Excerpted data:

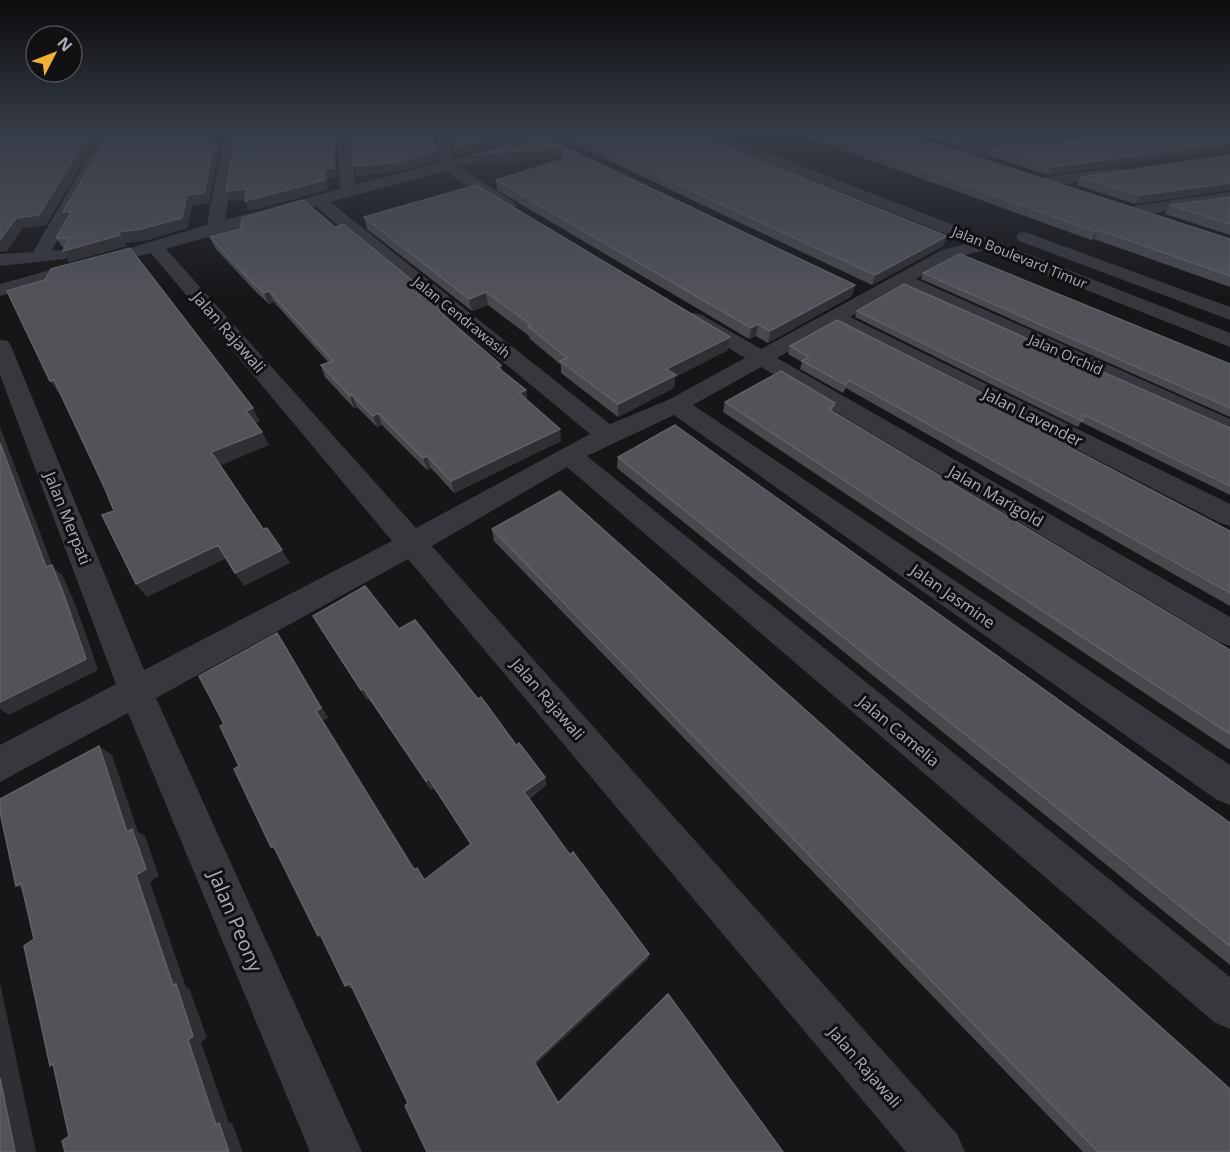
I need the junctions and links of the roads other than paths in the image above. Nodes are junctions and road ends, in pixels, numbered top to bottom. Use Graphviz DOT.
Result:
graph roads {
  1 [pos="78,188"];
  2 [pos="222,188"];
  3 [pos="348,188"];
  4 [pos="363,188"];
  5 [pos="478,188"];
  6 [pos="844,188"];
  7 [pos="1063,188"];
  8 [pos="348,192"];
  9 [pos="1079,193"];
  10 [pos="1230,196"];
  11 [pos="317,200"];
  12 [pos="521,214"];
  13 [pos="1166,222"];
  14 [pos="215,228"];
  15 [pos="1006,230"];
  16 [pos="966,236"];
  17 [pos="988,244"];
  18 [pos="155,247"];
  19 [pos="948,254"];
  20 [pos="40,255"];
  21 [pos="108,257"];
  22 [pos="0,260"];
  23 [pos="902,280"];
  24 [pos="0,290"];
  25 [pos="682,310"];
  26 [pos="1230,315"];
  27 [pos="836,318"];
  28 [pos="1230,341"];
  29 [pos="0,346"];
  30 [pos="762,359"];
  31 [pos="676,405"];
  32 [pos="1230,428"];
  33 [pos="607,435"];
  34 [pos="569,455"];
  35 [pos="1230,516"];
  36 [pos="413,543"];
  37 [pos="1230,633"];
  38 [pos="136,691"];
  39 [pos="0,764"];
  40 [pos="1230,787"];
  41 [pos="1230,1006"];
  42 [pos="336,1152"];
  43 [pos="939,1152"];
  1 -- 20 [label="street"];
  2 -- 14 [label="street"];
  3 -- 8 [label="street"];
  4 -- 8 [label="street"];
  5 -- 12 [label="street"];
  6 -- 16 [label="street, Jalan Boulevard Timur"];
  7 -- 9 [label="street"];
  8 -- 11 [label="street"];
  10 -- 13 [label="street"];
  11 -- 14 [label="street"];
  11 -- 33 [label="street, Jalan Cendrawasih"];
  14 -- 18 [label="street"];
  15 -- 26 [label="street, Jalan Boulevard Timur"];
  16 -- 17 [label="street, Jalan Boulevard Timur"];
  16 -- 19 [label="street"];
  17 -- 19 [label="street"];
  17 -- 28 [label="street, Jalan Boulevard Timur"];
  18 -- 21 [label="street"];
  18 -- 36 [label="street, Jalan Rajawali"];
  19 -- 23 [label="street"];
  20 -- 21 [label="street"];
  20 -- 22 [label="street"];
  21 -- 24 [label="street"];
  23 -- 27 [label="street"];
  23 -- 32 [label="street, Jalan Orchid"];
  25 -- 30 [label="street, Jalan Marigold"];
  27 -- 30 [label="street"];
  27 -- 35 [label="street, Jalan Lavender"];
  29 -- 38 [label="street, Jalan Merpati"];
  30 -- 31 [label="street"];
  30 -- 37 [label="street, Jalan Marigold"];
  31 -- 33 [label="street"];
  31 -- 40 [label="street, Jalan Jasmine"];
  33 -- 34 [label="street"];
  34 -- 36 [label="street"];
  34 -- 41 [label="street, Jalan Camelia"];
  36 -- 38 [label="street"];
  36 -- 43 [label="street, Jalan Rajawali"];
  38 -- 39 [label="street"];
  38 -- 42 [label="street, Jalan Peony"];
}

What you will do: Check the records above and copy each line that has the string "Rajawali".

Finished exercise:
  18 -- 36 [label="street, Jalan Rajawali"];
  36 -- 43 [label="street, Jalan Rajawali"];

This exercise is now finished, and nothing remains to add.